REQUIRED WORK: Give the number of lines below that contain the word "nodes", and nothing else.

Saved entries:
*** Begin section ***
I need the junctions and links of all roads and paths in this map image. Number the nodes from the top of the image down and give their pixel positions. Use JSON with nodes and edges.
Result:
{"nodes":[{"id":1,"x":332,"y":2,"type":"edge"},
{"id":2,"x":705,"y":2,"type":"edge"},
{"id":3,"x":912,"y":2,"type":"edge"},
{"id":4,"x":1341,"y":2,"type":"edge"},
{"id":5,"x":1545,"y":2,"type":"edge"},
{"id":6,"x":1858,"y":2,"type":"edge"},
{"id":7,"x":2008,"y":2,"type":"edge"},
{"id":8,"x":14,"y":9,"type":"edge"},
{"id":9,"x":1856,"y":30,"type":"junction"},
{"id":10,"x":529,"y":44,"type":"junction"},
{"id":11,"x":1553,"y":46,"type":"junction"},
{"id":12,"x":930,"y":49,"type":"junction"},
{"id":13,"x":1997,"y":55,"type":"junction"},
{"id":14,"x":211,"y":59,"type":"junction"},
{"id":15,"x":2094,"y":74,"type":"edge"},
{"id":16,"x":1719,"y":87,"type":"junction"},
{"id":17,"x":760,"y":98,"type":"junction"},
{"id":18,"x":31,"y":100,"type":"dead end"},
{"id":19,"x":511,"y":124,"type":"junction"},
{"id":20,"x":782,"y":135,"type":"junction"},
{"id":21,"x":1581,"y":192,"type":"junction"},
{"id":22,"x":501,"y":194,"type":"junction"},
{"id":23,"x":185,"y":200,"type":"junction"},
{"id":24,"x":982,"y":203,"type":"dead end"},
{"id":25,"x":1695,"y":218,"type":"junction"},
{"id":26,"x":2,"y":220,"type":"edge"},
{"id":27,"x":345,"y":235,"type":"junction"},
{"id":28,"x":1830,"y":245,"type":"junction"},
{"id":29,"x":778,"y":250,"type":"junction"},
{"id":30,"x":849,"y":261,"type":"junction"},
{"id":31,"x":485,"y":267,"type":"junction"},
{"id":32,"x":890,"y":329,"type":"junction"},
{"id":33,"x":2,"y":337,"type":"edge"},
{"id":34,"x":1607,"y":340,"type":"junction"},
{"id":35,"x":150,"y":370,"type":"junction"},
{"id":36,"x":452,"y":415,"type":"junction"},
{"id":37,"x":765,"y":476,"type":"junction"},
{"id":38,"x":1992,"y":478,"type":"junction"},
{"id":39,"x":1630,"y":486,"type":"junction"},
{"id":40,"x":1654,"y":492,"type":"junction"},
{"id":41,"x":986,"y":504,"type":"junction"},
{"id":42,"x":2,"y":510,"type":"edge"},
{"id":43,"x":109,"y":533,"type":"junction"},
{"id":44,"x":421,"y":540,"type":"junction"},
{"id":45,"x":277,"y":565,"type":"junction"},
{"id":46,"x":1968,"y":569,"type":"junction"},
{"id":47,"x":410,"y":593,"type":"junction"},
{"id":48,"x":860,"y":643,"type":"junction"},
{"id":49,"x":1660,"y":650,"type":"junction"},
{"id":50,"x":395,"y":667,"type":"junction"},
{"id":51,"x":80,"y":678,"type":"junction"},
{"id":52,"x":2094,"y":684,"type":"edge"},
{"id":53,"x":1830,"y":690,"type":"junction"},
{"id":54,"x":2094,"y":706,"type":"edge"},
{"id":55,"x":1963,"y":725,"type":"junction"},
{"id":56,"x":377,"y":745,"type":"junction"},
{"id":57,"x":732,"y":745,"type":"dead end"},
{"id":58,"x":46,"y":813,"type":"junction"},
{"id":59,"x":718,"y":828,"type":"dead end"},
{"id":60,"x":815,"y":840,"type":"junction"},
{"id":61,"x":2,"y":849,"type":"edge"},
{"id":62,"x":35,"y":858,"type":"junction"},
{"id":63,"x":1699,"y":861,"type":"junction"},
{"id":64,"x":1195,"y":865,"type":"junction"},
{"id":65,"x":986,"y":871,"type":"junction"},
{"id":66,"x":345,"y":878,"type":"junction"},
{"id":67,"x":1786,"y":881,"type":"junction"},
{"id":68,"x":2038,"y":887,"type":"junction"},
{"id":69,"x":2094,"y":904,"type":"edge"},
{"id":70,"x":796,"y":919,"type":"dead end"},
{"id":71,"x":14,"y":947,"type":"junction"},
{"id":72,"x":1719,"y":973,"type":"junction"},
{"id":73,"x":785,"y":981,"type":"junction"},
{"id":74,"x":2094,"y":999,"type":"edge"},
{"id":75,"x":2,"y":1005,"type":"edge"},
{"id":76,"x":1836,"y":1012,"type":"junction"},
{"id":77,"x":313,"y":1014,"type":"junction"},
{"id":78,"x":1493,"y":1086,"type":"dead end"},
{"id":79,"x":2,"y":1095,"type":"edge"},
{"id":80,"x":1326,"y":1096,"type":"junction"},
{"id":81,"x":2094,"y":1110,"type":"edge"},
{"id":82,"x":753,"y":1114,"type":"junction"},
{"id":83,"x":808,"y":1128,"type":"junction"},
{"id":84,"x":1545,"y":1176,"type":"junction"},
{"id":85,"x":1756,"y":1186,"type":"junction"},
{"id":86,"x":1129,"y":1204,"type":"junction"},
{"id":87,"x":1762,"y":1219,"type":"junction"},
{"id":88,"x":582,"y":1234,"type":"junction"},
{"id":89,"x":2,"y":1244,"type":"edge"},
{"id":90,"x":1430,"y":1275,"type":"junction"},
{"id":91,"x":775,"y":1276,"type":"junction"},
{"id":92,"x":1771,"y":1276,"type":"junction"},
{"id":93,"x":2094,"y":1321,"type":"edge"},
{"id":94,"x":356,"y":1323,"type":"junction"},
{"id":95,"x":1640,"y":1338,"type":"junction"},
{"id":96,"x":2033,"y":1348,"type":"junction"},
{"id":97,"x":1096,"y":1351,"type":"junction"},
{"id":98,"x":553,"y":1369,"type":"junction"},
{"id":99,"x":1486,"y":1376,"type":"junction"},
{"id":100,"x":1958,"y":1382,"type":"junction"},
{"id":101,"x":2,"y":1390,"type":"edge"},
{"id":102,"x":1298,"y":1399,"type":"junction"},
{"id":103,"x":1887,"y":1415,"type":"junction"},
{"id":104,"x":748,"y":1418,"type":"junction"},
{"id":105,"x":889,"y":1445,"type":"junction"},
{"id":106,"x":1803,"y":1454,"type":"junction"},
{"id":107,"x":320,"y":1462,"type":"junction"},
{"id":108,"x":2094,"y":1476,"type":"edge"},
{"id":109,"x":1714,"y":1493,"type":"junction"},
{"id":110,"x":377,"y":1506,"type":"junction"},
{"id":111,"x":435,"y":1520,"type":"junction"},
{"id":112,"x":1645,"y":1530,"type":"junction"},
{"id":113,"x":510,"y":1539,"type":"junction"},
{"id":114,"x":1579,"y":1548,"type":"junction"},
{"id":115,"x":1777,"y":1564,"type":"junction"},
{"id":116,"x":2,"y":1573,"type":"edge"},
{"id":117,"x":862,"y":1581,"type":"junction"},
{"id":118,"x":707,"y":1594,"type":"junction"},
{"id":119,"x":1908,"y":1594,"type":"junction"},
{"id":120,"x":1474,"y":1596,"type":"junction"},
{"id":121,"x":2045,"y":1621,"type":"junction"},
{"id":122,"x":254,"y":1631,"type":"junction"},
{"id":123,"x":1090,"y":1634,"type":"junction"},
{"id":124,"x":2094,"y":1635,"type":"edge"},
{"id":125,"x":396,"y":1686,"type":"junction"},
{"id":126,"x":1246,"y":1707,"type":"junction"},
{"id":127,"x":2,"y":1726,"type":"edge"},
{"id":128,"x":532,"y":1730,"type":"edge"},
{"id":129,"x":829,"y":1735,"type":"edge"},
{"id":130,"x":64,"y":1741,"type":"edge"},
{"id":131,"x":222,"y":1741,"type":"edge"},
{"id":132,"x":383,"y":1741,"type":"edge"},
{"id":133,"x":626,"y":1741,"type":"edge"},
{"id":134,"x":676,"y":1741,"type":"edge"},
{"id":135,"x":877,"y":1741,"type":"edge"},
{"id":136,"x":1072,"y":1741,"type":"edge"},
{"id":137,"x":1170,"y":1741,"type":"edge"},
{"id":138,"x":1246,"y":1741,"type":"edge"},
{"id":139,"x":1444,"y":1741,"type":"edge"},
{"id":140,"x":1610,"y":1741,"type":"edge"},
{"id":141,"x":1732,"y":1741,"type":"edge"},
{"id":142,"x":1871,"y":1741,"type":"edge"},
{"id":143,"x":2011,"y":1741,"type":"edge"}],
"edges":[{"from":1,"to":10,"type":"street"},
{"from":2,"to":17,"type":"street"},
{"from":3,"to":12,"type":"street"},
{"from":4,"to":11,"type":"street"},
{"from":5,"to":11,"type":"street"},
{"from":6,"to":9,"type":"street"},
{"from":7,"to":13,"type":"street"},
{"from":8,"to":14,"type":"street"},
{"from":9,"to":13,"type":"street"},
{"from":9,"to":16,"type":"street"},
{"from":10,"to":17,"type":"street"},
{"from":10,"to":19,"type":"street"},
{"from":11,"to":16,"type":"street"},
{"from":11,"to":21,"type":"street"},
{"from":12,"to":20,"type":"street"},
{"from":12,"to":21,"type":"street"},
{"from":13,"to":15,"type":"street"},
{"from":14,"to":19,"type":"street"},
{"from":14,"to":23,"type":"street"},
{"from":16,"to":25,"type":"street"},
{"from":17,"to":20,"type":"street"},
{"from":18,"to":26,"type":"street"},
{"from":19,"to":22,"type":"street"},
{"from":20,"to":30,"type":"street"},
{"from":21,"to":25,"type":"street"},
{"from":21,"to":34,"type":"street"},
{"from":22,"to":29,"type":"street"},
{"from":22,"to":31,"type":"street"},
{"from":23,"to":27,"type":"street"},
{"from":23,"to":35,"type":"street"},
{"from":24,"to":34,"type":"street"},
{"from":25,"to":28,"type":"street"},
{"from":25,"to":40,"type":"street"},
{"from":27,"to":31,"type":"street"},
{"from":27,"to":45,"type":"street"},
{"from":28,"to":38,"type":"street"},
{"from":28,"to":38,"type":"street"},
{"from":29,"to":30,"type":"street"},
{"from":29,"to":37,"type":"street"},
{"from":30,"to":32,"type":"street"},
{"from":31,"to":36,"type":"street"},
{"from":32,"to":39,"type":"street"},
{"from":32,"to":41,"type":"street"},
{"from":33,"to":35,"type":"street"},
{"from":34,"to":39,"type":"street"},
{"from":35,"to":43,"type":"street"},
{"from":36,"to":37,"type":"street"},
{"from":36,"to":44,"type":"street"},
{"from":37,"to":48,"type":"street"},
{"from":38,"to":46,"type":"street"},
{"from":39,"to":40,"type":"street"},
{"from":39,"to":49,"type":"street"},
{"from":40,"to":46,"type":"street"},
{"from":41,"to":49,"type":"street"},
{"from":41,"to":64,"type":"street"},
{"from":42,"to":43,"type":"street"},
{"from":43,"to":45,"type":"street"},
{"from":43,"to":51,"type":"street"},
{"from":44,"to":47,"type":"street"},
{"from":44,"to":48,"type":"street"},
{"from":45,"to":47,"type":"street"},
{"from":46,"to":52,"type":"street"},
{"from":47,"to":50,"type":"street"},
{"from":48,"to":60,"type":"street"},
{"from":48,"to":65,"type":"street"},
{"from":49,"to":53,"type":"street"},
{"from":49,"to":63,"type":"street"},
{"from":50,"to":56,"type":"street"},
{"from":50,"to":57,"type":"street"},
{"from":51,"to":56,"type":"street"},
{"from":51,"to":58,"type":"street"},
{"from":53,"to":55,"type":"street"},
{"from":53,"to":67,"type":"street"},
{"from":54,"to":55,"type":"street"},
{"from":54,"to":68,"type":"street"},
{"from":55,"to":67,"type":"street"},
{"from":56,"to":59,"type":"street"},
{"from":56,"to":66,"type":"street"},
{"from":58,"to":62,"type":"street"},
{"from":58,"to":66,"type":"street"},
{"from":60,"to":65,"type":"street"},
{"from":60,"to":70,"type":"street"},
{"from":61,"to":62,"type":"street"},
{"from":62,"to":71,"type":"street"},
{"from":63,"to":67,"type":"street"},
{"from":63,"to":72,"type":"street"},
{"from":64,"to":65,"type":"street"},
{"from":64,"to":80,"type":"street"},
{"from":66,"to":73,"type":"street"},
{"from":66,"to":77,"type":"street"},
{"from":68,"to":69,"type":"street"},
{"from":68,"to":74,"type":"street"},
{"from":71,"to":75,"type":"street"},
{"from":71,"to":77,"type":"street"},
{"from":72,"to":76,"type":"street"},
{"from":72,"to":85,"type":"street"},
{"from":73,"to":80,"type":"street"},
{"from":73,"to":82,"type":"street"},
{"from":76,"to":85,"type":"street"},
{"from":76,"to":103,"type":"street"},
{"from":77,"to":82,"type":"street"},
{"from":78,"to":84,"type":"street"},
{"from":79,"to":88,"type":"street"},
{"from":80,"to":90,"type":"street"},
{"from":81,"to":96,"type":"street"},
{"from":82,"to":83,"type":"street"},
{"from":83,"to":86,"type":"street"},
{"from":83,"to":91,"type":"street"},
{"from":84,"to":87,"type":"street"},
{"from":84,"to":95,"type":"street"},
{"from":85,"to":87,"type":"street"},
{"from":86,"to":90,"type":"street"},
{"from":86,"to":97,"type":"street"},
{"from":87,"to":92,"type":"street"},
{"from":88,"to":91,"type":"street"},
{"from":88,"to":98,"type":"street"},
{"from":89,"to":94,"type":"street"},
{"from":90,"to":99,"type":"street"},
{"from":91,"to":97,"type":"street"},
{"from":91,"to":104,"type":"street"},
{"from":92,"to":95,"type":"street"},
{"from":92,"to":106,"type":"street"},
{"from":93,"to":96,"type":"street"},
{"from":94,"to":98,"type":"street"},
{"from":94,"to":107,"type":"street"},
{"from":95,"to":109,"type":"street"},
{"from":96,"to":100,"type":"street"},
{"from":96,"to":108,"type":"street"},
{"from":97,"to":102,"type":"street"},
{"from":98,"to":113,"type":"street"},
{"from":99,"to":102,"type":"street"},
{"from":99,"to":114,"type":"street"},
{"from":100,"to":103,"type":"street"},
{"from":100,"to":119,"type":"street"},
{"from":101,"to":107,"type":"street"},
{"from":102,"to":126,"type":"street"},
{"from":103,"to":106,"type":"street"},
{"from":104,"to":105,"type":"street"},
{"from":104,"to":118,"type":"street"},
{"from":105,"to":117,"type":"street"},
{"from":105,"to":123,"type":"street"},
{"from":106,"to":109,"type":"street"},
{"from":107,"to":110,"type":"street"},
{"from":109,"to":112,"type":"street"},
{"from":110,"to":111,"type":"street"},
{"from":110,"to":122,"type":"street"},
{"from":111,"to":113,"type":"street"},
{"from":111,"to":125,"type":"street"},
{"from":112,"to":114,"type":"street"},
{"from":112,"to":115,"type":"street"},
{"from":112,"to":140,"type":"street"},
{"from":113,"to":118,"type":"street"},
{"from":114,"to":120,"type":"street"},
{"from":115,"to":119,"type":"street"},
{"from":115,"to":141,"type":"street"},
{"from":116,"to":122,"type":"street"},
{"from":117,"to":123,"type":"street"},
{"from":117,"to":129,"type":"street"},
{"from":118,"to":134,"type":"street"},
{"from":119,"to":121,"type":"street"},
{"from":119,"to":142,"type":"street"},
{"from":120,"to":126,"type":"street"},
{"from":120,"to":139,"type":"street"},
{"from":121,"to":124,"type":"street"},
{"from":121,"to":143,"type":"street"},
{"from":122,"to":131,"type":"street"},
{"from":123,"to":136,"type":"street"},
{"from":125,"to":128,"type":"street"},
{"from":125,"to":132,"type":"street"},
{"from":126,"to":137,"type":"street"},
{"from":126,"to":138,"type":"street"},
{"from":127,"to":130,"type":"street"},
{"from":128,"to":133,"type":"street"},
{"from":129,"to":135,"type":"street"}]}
*** End section ***
TASK RESPONSE: 2